Séverine revenait du travail quand elle a trouvé une Clio II, garée devant le portail. Christian était au bar américain de la cuisine, en train de parler avec une brune. « Ma Sève, j’te présente Roxanne, elle travaille au Bricomarché juste en face, ça te dérange pas si elle reste dîner avec nous ? » Dès le premier regard, Séverine avait bien senti, que cette fille-là puait le sexe. Elle a fait un accueil charmant à Séverine. « Votre mari m’a dit qu’il avait fait de la moto en très haut niveau… j’suis vachement impressionnée ! Et puis c’est fou ! J’ai passé mon permis y pas longtemps… » Séverine avait aucun mal pour l’imaginer, son corps de pimbêche bien moulé dans un pantalon en cuir ! Roxanne avait trente-cinq ans et vivait dans un HLM, en bas de Sisteron. 

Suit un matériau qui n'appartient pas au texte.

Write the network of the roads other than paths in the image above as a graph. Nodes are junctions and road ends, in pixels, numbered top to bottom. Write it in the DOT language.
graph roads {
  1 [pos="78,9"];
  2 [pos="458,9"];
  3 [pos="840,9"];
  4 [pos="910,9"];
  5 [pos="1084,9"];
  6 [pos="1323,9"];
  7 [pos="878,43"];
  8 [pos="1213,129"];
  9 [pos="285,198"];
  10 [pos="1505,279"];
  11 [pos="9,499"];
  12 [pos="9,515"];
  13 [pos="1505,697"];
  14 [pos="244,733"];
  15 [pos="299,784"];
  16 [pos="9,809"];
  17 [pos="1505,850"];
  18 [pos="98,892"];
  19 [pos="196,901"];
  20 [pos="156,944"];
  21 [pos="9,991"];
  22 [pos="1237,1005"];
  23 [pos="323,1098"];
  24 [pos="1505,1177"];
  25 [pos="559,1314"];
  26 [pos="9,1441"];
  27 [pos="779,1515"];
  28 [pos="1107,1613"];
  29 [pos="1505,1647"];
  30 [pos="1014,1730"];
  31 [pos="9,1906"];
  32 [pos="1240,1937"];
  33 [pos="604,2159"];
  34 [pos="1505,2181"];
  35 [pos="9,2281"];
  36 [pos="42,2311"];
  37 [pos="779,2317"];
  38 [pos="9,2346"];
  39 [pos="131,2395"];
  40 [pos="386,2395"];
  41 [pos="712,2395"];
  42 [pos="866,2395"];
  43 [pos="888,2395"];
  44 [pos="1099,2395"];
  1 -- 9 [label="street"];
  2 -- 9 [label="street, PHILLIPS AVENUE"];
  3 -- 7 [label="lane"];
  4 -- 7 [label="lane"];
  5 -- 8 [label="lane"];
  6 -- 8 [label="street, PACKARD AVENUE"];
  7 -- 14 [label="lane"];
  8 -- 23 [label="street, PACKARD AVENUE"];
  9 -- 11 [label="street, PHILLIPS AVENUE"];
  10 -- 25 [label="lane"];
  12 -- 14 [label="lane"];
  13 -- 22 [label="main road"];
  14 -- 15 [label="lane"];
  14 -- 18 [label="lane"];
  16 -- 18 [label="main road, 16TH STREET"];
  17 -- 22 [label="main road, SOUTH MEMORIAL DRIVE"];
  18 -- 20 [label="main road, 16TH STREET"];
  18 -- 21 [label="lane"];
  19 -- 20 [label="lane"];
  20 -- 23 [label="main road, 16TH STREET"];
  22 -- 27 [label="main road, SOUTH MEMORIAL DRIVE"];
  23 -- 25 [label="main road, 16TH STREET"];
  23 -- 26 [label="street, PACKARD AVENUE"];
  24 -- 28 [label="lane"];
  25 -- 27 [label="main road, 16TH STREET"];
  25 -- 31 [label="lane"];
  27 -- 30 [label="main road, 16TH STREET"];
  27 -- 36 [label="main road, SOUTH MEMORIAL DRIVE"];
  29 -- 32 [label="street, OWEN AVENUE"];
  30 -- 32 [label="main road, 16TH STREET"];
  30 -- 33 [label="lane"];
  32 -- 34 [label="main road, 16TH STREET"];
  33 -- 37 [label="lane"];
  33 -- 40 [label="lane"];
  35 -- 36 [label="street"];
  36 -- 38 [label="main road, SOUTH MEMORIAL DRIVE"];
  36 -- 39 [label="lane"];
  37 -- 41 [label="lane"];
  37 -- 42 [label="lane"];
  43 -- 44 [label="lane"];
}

Ils ont commandé des pizzas. Pendant le repas, Roxanne posa des questions à Christian sur sa « carrière », et il l’abreuvait d’anecdotes. « Alors attends, tu vas pas en croire tes oreilles… » En le regardant parler, Séverine pensait voir un autre homme, loin de ressembler à ce monstre d’humilité qu’elle avait connu, tout en s’inquiétant de ne pas se retrouver dans ce qu’il disait : ces longs voyages, à l’autre bout de la France, pour disputer des courses, et ces moments de fou rire, à la buvette, elle n’en avait aucun souvenir. Christian, assis en bout de table, était vraiment à l’aise, et l’homme qu’elle avait aimé avec un bout de gruière râpé voilant son menton, l’homme au dentier, qui faisait du bruit en avalant sa soupe, elle ne le retrouvait pas dans cette attitude orgueilleuse, dans cette assiette bien proche de la table ni dans cette fourchette et ce couteau, qui découpaient la part de pizza. Cette présence, à la fois si familière et si étrange, la propulsait mollement en dehors de la conversation et en dehors de la table : elle voyait, plus qu’elle n’entendait, des mots voyager derrière une vitre, et le visage de son mari apparaissait parfois, comme la lune derrière un voile de nuage, pour mieux éclairer sa nuit. Elle s’arrêtait alors sur ces yeux verts et ce large front bombé, sur ce nez aquilin, sur cette bouche large entourée d’une mousse drue et noire, qu’elle découvrait comme pour la première fois : « c’est donc ça mon mari », se disait-elle, sans parvenir à faire le lien entre cette figure et sa vie passée. Roxanne continuait son interview.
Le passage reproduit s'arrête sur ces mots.